[Exercise data]

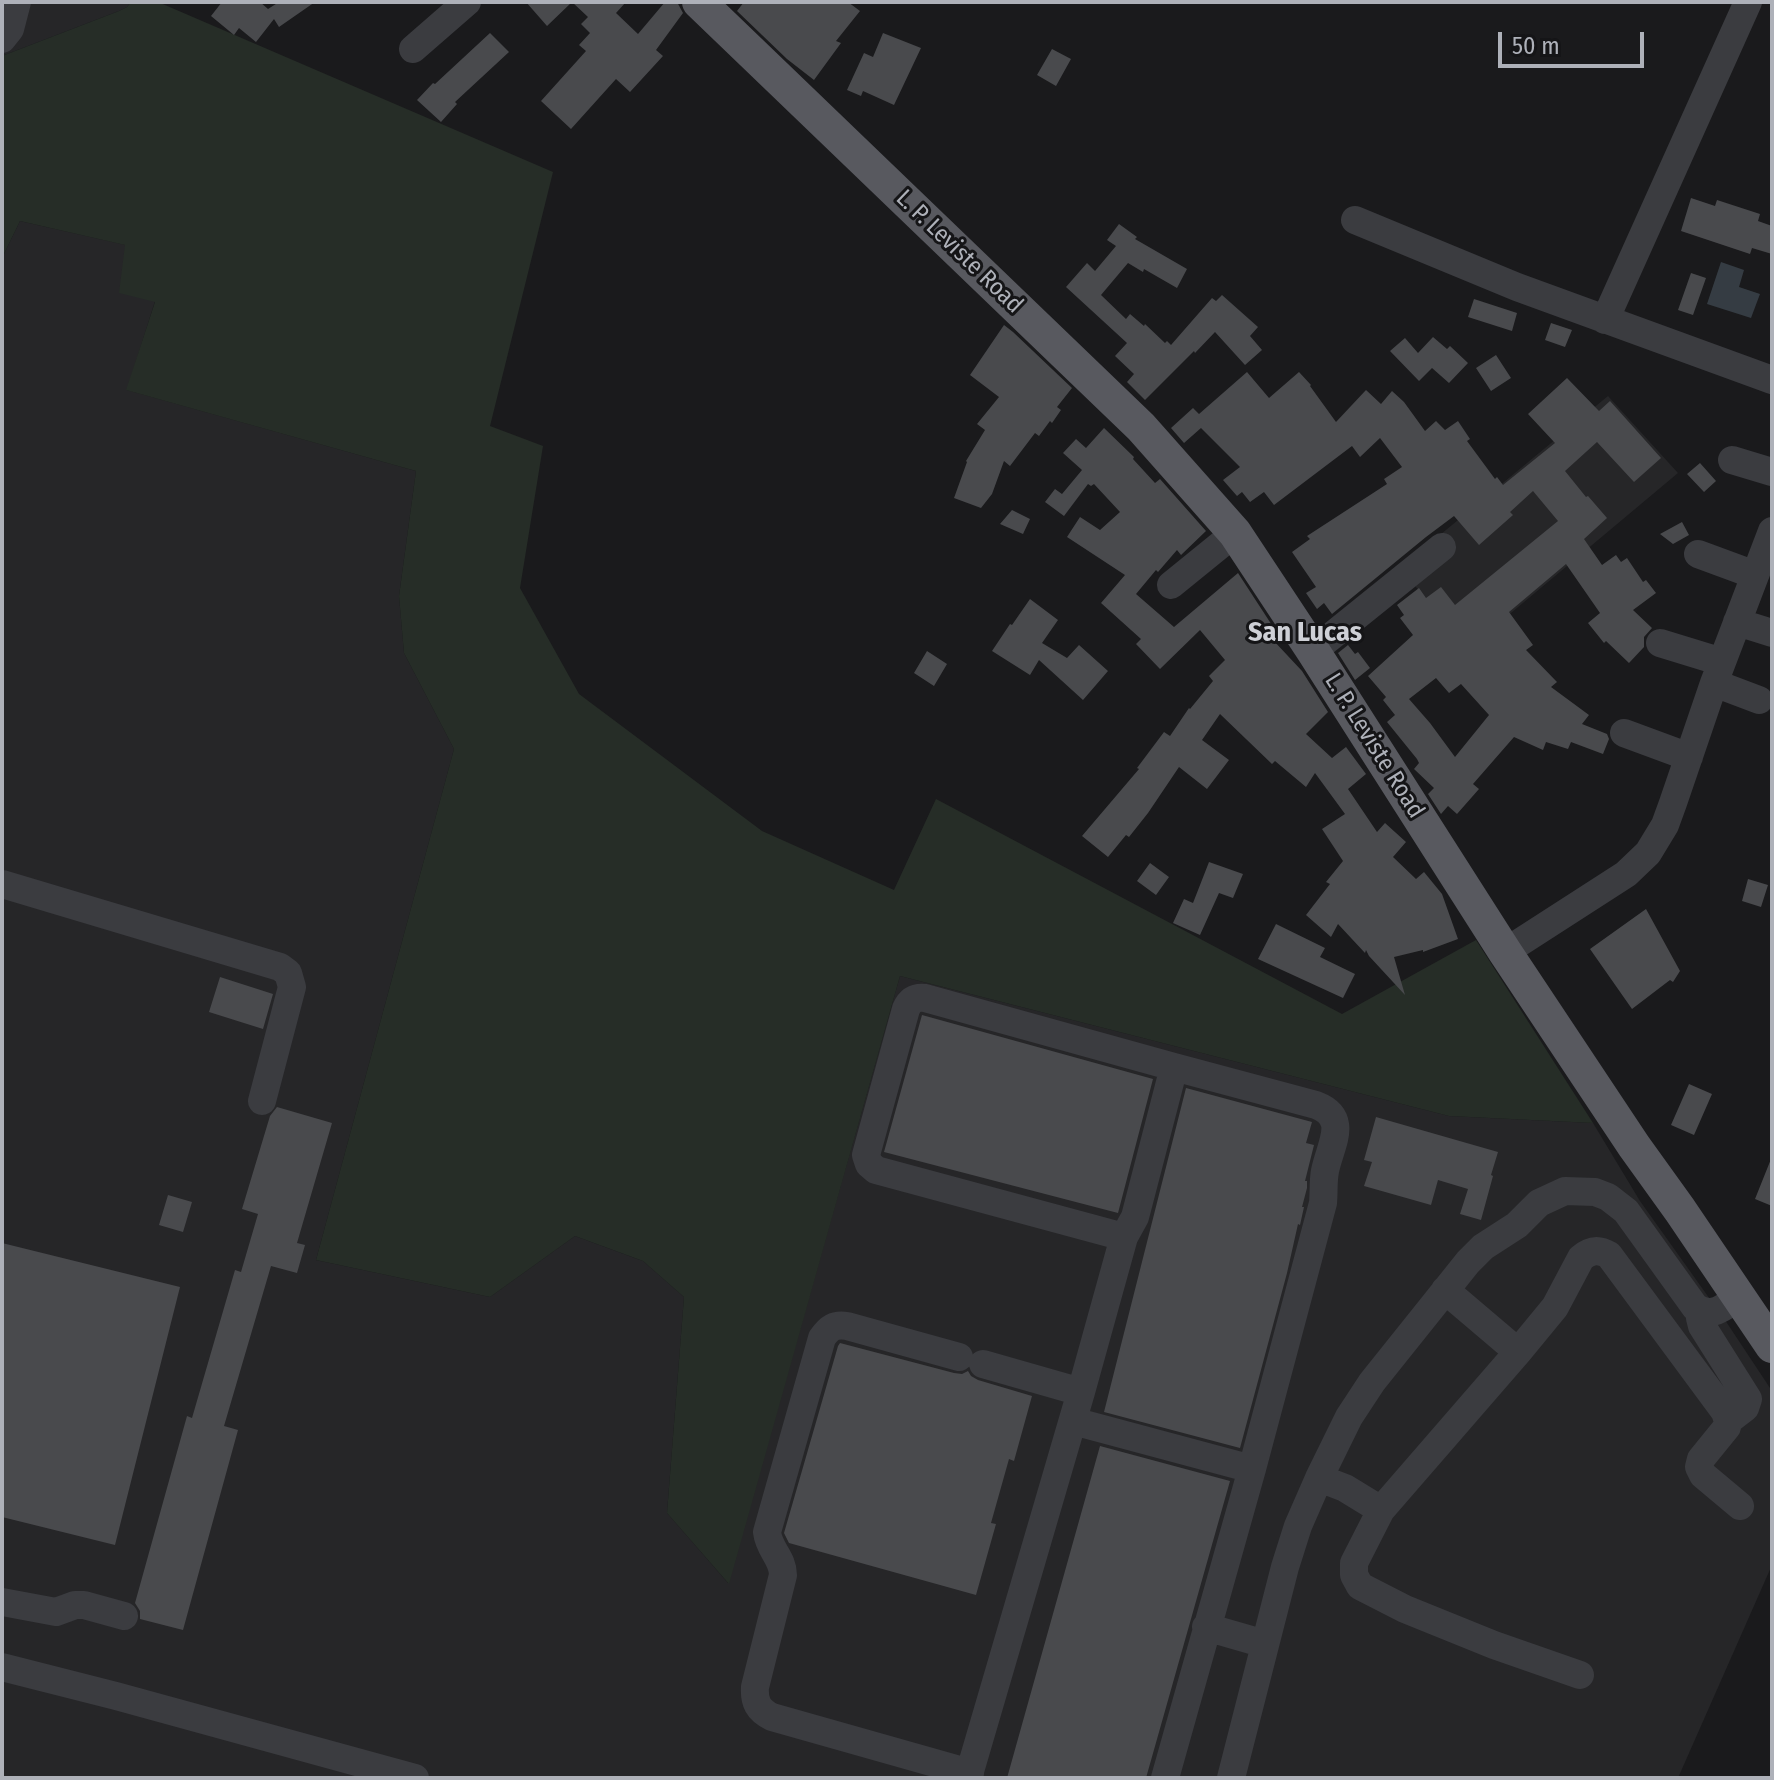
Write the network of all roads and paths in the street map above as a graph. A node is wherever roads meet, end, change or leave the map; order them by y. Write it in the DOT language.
graph roads {
  1 [pos="17,2"];
  2 [pos="467,2"];
  3 [pos="707,5"];
  4 [pos="1755,8"];
  5 [pos="2,39"];
  6 [pos="413,49"];
  7 [pos="1355,220"];
  8 [pos="1605,320"];
  9 [pos="1772,380"];
  10 [pos="1732,460"];
  11 [pos="1772,472"];
  12 [pos="1772,531"];
  13 [pos="1235,533"];
  14 [pos="1442,547"];
  15 [pos="1698,554"];
  16 [pos="1755,575"];
  17 [pos="1171,585"];
  18 [pos="1737,622"];
  19 [pos="1772,633"];
  20 [pos="1660,643"];
  21 [pos="1313,651"];
  22 [pos="1718,673"];
  23 [pos="1759,700"];
  24 [pos="1624,733"];
  25 [pos="1689,757"];
  26 [pos="2,884"];
  27 [pos="1505,952"];
  28 [pos="1174,1067"];
  29 [pos="262,1101"];
  30 [pos="1124,1237"];
  31 [pos="1445,1290"];
  32 [pos="1739,1297"];
  33 [pos="1702,1311"];
  34 [pos="1772,1346"];
  35 [pos="1518,1352"];
  36 [pos="1081,1392"];
  37 [pos="1073,1421"];
  38 [pos="1728,1421"];
  39 [pos="1252,1469"];
  40 [pos="1319,1478"];
  41 [pos="1740,1506"];
  42 [pos="1381,1510"];
  43 [pos="2,1602"];
  44 [pos="124,1616"];
  45 [pos="1206,1627"];
  46 [pos="1265,1644"];
  47 [pos="2,1667"];
  48 [pos="1580,1675"];
  49 [pos="969,1775"];
  50 [pos="415,1778"];
  51 [pos="1165,1778"];
  52 [pos="1231,1778"];
  1 -- 5 [label="street"];
  2 -- 6 [label="street"];
  3 -- 13 [label="main road, L. P. Leviste Road"];
  4 -- 8 [label="street"];
  7 -- 8 [label="street"];
  8 -- 9 [label="street"];
  10 -- 11 [label="street"];
  12 -- 16 [label="street"];
  13 -- 17 [label="street"];
  13 -- 21 [label="main road, L. P. Leviste Road"];
  14 -- 21 [label="street"];
  15 -- 16 [label="street"];
  16 -- 18 [label="street"];
  18 -- 19 [label="street"];
  18 -- 22 [label="street"];
  20 -- 22 [label="street"];
  21 -- 27 [label="main road, L. P. Leviste Road"];
  22 -- 23 [label="street"];
  22 -- 25 [label="street"];
  24 -- 25 [label="street"];
  25 -- 27 [label="street"];
  26 -- 29 [label="street"];
  27 -- 32 [label="main road, L. P. Leviste Road"];
  28 -- 30 [label="street"];
  28 -- 30 [label="street"];
  28 -- 39 [label="street"];
  30 -- 36 [label="street"];
  31 -- 33 [label="street"];
  31 -- 35 [label="street"];
  31 -- 40 [label="street"];
  32 -- 33 [label="street"];
  32 -- 34 [label="main road, L. P. Leviste Road"];
  33 -- 38 [label="street"];
  35 -- 38 [label="street"];
  35 -- 42 [label="street"];
  36 -- 37 [label="street"];
  36 -- 49 [label="street"];
  37 -- 39 [label="street"];
  37 -- 49 [label="street"];
  38 -- 41 [label="street"];
  39 -- 45 [label="street"];
  40 -- 42 [label="street"];
  40 -- 46 [label="street"];
  42 -- 48 [label="street"];
  43 -- 44 [label="street"];
  45 -- 46 [label="street"];
  45 -- 51 [label="street"];
  46 -- 52 [label="street"];
  47 -- 50 [label="street"];
}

[/Exercise data]

(How to complete this task): Word for word, repeat all of the entries above, leaving out the pictures.

(Task output):
Write the network of all roads and paths in the street map above as a graph. A node is wherever roads meet, end, change or leave the map; order them by y. Write it in the DOT language.
graph roads {
  1 [pos="17,2"];
  2 [pos="467,2"];
  3 [pos="707,5"];
  4 [pos="1755,8"];
  5 [pos="2,39"];
  6 [pos="413,49"];
  7 [pos="1355,220"];
  8 [pos="1605,320"];
  9 [pos="1772,380"];
  10 [pos="1732,460"];
  11 [pos="1772,472"];
  12 [pos="1772,531"];
  13 [pos="1235,533"];
  14 [pos="1442,547"];
  15 [pos="1698,554"];
  16 [pos="1755,575"];
  17 [pos="1171,585"];
  18 [pos="1737,622"];
  19 [pos="1772,633"];
  20 [pos="1660,643"];
  21 [pos="1313,651"];
  22 [pos="1718,673"];
  23 [pos="1759,700"];
  24 [pos="1624,733"];
  25 [pos="1689,757"];
  26 [pos="2,884"];
  27 [pos="1505,952"];
  28 [pos="1174,1067"];
  29 [pos="262,1101"];
  30 [pos="1124,1237"];
  31 [pos="1445,1290"];
  32 [pos="1739,1297"];
  33 [pos="1702,1311"];
  34 [pos="1772,1346"];
  35 [pos="1518,1352"];
  36 [pos="1081,1392"];
  37 [pos="1073,1421"];
  38 [pos="1728,1421"];
  39 [pos="1252,1469"];
  40 [pos="1319,1478"];
  41 [pos="1740,1506"];
  42 [pos="1381,1510"];
  43 [pos="2,1602"];
  44 [pos="124,1616"];
  45 [pos="1206,1627"];
  46 [pos="1265,1644"];
  47 [pos="2,1667"];
  48 [pos="1580,1675"];
  49 [pos="969,1775"];
  50 [pos="415,1778"];
  51 [pos="1165,1778"];
  52 [pos="1231,1778"];
  1 -- 5 [label="street"];
  2 -- 6 [label="street"];
  3 -- 13 [label="main road, L. P. Leviste Road"];
  4 -- 8 [label="street"];
  7 -- 8 [label="street"];
  8 -- 9 [label="street"];
  10 -- 11 [label="street"];
  12 -- 16 [label="street"];
  13 -- 17 [label="street"];
  13 -- 21 [label="main road, L. P. Leviste Road"];
  14 -- 21 [label="street"];
  15 -- 16 [label="street"];
  16 -- 18 [label="street"];
  18 -- 19 [label="street"];
  18 -- 22 [label="street"];
  20 -- 22 [label="street"];
  21 -- 27 [label="main road, L. P. Leviste Road"];
  22 -- 23 [label="street"];
  22 -- 25 [label="street"];
  24 -- 25 [label="street"];
  25 -- 27 [label="street"];
  26 -- 29 [label="street"];
  27 -- 32 [label="main road, L. P. Leviste Road"];
  28 -- 30 [label="street"];
  28 -- 30 [label="street"];
  28 -- 39 [label="street"];
  30 -- 36 [label="street"];
  31 -- 33 [label="street"];
  31 -- 35 [label="street"];
  31 -- 40 [label="street"];
  32 -- 33 [label="street"];
  32 -- 34 [label="main road, L. P. Leviste Road"];
  33 -- 38 [label="street"];
  35 -- 38 [label="street"];
  35 -- 42 [label="street"];
  36 -- 37 [label="street"];
  36 -- 49 [label="street"];
  37 -- 39 [label="street"];
  37 -- 49 [label="street"];
  38 -- 41 [label="street"];
  39 -- 45 [label="street"];
  40 -- 42 [label="street"];
  40 -- 46 [label="street"];
  42 -- 48 [label="street"];
  43 -- 44 [label="street"];
  45 -- 46 [label="street"];
  45 -- 51 [label="street"];
  46 -- 52 [label="street"];
  47 -- 50 [label="street"];
}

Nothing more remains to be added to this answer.